Vio que Sharpe se marchaba calle abajo y deseó, una vez más, haber nacido cuatro años antes; entonces hubiera sido el heredero y ahora sería un terrateniente. De esta manera se sentía un muñeco de trapo arrastrado por la corriente. Se volvió tristemente hacia el castillo preguntándose en qué quedaría todo este asunto.
Enfrente del depósito de madera había un enorme espacio abierto como el terreno comunal de un pueblo inglés, solo que la hierba aquí estaba amarillenta y crecía pobremente sobre la escasa tierra. Aquel terreno se utilizaba para el mercado semanal, pero ahora era un terreno de juego para los soldados de una docena de batallones. Sharpe vio tropas del 48 y del 29, y una compañía de los Fusileros Reales Americanos cuyas casacas verdes le trajeron a la memoria días felices. Los hombres jaleaban y animaban a los jugadores; Sharpe pensó que pronto tendrían un espectáculo más interesante que observar.

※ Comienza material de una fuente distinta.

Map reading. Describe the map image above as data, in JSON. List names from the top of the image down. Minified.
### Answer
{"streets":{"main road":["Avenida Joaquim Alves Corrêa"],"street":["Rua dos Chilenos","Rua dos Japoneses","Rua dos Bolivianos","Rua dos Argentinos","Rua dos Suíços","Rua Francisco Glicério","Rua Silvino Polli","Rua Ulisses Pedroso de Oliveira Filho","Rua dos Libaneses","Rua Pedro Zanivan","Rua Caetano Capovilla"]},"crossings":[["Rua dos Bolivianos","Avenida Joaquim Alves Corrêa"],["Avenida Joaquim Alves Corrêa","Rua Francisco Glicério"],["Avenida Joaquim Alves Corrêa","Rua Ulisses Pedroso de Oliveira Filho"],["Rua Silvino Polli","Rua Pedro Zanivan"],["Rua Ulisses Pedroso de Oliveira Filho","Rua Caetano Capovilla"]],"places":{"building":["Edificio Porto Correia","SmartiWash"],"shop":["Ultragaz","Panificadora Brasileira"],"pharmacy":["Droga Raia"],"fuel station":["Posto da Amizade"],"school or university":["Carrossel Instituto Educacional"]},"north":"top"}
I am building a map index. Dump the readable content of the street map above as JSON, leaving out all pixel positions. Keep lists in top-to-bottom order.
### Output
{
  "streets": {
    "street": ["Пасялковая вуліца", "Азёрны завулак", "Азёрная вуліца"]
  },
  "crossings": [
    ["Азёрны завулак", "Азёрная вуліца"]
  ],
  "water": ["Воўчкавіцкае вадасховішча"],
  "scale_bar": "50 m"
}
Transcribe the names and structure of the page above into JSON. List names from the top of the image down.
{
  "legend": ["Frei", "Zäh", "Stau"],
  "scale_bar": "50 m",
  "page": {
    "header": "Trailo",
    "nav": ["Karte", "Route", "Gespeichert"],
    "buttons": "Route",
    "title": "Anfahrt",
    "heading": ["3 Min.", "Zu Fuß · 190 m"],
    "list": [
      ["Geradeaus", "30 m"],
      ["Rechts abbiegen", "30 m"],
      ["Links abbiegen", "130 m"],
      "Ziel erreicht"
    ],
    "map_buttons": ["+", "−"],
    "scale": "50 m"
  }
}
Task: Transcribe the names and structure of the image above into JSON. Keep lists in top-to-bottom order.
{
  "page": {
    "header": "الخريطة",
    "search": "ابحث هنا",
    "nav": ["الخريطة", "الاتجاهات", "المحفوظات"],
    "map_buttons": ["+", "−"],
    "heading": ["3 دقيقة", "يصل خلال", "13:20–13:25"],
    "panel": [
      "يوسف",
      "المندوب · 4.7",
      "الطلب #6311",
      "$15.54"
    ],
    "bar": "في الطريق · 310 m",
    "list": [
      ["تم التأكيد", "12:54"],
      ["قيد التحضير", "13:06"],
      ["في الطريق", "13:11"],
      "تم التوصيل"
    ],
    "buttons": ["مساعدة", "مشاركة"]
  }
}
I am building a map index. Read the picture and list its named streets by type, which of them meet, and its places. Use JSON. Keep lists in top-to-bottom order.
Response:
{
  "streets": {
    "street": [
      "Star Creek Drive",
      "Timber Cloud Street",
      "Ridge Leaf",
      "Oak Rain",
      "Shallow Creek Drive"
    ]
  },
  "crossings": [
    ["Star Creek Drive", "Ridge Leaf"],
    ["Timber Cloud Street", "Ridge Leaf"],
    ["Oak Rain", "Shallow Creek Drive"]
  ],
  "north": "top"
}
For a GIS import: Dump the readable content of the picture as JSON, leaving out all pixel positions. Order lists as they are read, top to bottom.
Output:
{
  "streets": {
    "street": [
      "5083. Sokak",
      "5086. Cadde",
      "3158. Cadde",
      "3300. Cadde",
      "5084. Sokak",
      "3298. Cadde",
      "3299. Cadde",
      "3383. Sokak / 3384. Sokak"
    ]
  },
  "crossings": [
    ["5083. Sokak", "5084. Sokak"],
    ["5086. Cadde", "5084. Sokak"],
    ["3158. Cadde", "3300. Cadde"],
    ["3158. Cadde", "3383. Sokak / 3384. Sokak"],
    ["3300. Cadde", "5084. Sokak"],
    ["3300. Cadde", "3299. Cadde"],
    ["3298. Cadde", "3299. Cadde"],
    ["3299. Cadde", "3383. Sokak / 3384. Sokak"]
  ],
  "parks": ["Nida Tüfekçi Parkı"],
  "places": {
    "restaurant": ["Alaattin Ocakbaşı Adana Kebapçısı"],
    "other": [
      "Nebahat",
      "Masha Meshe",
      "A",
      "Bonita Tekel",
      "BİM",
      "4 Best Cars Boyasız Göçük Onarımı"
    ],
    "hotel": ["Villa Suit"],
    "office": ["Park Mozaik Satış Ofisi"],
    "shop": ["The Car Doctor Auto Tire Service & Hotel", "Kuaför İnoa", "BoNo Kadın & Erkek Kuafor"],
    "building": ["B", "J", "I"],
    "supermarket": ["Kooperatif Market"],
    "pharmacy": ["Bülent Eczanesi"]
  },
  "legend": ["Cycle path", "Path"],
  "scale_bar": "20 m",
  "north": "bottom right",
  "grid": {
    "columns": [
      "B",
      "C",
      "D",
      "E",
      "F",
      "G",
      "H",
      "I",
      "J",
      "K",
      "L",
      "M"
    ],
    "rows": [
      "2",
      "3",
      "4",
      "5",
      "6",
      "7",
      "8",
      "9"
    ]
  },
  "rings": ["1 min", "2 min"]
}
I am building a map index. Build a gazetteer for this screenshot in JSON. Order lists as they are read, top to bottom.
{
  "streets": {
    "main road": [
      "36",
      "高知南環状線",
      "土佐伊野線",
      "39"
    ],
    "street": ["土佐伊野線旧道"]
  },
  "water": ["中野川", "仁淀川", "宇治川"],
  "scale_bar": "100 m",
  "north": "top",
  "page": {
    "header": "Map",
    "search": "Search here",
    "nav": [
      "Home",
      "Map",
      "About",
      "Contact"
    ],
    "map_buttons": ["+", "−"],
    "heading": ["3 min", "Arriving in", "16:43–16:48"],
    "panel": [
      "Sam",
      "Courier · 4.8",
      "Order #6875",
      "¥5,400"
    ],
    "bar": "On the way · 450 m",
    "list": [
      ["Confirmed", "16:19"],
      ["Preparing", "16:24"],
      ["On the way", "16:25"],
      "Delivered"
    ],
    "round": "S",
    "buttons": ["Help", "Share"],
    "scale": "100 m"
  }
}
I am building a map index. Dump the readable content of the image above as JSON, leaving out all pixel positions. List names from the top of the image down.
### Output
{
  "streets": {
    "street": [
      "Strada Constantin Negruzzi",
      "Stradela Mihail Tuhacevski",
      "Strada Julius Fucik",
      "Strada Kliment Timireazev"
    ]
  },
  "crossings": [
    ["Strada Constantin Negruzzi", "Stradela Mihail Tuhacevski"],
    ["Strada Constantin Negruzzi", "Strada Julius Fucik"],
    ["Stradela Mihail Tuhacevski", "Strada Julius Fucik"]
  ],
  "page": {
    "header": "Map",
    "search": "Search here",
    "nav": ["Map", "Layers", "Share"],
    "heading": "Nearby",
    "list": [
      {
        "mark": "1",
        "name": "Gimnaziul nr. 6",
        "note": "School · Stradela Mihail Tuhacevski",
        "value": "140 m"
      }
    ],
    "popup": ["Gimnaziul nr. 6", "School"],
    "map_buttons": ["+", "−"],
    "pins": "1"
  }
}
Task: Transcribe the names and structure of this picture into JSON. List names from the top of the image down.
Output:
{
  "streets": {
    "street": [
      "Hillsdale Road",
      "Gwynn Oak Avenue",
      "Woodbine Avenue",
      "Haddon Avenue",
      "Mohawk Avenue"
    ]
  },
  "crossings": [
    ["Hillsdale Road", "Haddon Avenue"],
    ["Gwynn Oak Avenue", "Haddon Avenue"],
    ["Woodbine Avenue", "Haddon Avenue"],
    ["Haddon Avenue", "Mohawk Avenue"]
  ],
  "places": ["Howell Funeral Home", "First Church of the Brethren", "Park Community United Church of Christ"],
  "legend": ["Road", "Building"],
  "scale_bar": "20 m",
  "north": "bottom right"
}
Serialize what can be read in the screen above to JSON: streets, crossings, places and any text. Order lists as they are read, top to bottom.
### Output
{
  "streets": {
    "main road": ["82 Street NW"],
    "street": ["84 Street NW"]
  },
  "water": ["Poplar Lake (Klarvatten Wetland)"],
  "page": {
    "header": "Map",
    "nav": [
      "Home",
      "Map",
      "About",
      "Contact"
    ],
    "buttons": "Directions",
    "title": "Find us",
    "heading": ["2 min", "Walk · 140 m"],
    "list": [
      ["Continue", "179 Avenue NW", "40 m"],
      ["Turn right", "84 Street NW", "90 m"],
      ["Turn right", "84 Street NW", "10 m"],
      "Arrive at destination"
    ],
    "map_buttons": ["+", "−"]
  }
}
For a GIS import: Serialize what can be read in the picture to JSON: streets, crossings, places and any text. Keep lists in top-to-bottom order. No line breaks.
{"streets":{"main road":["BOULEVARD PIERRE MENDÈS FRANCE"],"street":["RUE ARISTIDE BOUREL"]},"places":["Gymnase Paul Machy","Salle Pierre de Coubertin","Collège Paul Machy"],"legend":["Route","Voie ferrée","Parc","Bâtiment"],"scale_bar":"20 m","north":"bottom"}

Giró a la izquierda, junto a un muro del depósito de madera, abajo hacia el olivar. No había nadie en el camino tal como él había supuesto, pero al acercarse gritó llamando a Harper y como respuesta oyó una ráfaga de órdenes; eran los sargentos de la compañía ligera que mandaban a los hombres hacia el camino. Suponía que los hombres serían reacios a formar pero dudaba que se atrevieran a resistírsele, y se detuvo y miró cómo Harper formaba la compañía en cuatro filas.
—¡Compañía formada, mi capitán!
—Gracias, sargento.
Sharpe caminó hacia la primera línea de la compañía, de espalda a los árboles y a la multitud de espectadores que formaban las mujeres del batallón mezcladas con hombres de las otras compañías que habían saltado el muro desde el depósito.
—Vamos a formar pronto.
No se movieron. Miraban fijamente al frente.
—Los seis hombres destacados para el castigo, que den un paso al frente.
La vacilación duró unos segundos. Los seis hombres, tres fusileros y tres de la compañía ligera originaria, miraron a derecha e izquierda, pero dieron el paso. Se produjo un murmullo en la tropa.
—¡Silencio!
Los hombres se callaron pero desde atrás, desde el olivar, un grupo de mujeres empezó a gritar insultos y a decir a sus hombres que no fueran cobardes. Sharpe se dio la vuelta.
—¡Callad la boca! ¡También se azota a las mujeres!
Mandó marchar a la compañía hacia la plaza del mercado e hizo salir a los ociosos reacios de la fina hierba. Los seis hombres que tenían que ser azotados permanecían en la primera fila, vestidos sólo con los pantalones y la camisa. Fue fácil convencerles. Sharpe adivinaba en sus caras que se sentían aliviados por que les hubiera obligado a formar. Cualesquiera que fueran las palabras encendidas que se hubieran pronunciado en la ardiente tarde española, Sharpe sabía que ningún hombre querría realmente pasar por la inutilidad de medirse con la máxima autoridad del ejército. Eso parecía simple, pensaba, y ahora tenía que persuadir a otras nueve compañías. Caminó hasta los seis hombres de la primera fila y los miró con dureza.
—Sé que es injusto —hablaba bajo—. Ustedes no provocaron el ruido esta mañana.
Se detuvo. No estaba seguro de lo que quería decir y si continuaba podría parecer que compartía sus protestas en demasía. Gataker, uno de los desafortunados fusileros, sonrió alegremente.
—De acuerdo, mi capitán. No es culpa suya. Hemos sobornado a los muchachos de los tambores.
Sharpe le sonrió también. El soborno no serviría de nada, Simmerson se aseguraría de ello, pero agradecía las palabras de Gataker. Dio cinco pasos atrás y levantó la voz.
—¡Esperen aquí! ¡Si algún hombre se mueve sustituirá a uno de los seis!
Caminó por la hierba hacia la puerta de dos hojas del depósito de madera. En realidad nunca había estado preocupado por sus hombres, sabía que le seguirían, pero mientras caminaba hacia las puertas cerradas se preguntaba qué problema se cocía en el interior. Y, más aún, qué problema se estaba cociendo tras las murallas de losa del castillo. Tocó la empuñadura de la espada y siguió caminando.